Record excerpts:
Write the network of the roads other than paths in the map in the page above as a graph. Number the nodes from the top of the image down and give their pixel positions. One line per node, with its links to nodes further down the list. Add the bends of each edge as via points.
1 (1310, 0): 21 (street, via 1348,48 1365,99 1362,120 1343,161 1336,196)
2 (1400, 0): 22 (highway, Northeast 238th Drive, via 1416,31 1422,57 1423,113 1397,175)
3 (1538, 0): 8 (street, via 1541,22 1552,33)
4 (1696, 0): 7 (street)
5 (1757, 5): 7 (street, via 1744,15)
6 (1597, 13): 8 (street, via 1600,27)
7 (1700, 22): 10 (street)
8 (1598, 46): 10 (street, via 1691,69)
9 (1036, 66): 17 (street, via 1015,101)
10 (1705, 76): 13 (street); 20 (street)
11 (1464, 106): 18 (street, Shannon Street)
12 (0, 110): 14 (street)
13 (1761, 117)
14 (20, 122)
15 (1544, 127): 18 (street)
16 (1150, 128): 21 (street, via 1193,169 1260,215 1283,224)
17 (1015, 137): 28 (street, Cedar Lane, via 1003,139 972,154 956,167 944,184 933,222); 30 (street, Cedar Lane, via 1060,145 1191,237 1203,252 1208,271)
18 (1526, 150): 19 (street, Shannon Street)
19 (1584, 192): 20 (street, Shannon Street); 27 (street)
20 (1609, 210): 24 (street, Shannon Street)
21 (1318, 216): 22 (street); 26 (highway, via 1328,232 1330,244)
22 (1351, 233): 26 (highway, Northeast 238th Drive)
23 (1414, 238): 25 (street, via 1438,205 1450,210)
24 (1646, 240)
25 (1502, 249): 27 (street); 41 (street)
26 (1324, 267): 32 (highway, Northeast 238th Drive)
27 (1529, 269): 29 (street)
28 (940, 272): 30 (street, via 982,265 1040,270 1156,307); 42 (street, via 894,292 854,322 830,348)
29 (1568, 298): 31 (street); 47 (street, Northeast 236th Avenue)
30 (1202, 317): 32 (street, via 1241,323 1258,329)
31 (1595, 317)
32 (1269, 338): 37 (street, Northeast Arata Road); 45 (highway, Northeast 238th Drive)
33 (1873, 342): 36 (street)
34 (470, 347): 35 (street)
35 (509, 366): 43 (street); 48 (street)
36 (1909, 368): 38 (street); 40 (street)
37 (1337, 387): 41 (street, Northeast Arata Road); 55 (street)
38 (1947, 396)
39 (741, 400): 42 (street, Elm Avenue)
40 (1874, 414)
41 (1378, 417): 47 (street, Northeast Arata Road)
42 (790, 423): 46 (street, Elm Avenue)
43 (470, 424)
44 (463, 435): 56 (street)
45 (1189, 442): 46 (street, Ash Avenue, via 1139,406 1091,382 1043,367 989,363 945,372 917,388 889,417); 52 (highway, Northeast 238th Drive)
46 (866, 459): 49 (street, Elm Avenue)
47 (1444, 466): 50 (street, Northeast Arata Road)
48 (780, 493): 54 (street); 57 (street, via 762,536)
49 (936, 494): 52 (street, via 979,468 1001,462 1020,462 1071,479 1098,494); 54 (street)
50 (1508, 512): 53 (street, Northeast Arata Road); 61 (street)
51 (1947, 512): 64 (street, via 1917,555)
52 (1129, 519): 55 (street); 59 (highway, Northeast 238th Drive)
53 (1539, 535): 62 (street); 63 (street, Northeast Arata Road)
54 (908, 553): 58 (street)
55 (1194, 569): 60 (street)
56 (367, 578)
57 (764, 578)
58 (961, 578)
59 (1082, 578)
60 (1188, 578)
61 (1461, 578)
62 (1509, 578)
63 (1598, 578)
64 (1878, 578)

Work required: Go through the material above and copy each line that holds the string "Drive".

Expected answer:
2 (1400, 0): 22 (highway, Northeast 238th Drive, via 1416,31 1422,57 1423,113 1397,175)
22 (1351, 233): 26 (highway, Northeast 238th Drive)
26 (1324, 267): 32 (highway, Northeast 238th Drive)
32 (1269, 338): 37 (street, Northeast Arata Road); 45 (highway, Northeast 238th Drive)
45 (1189, 442): 46 (street, Ash Avenue, via 1139,406 1091,382 1043,367 989,363 945,372 917,388 889,417); 52 (highway, Northeast 238th Drive)
52 (1129, 519): 55 (street); 59 (highway, Northeast 238th Drive)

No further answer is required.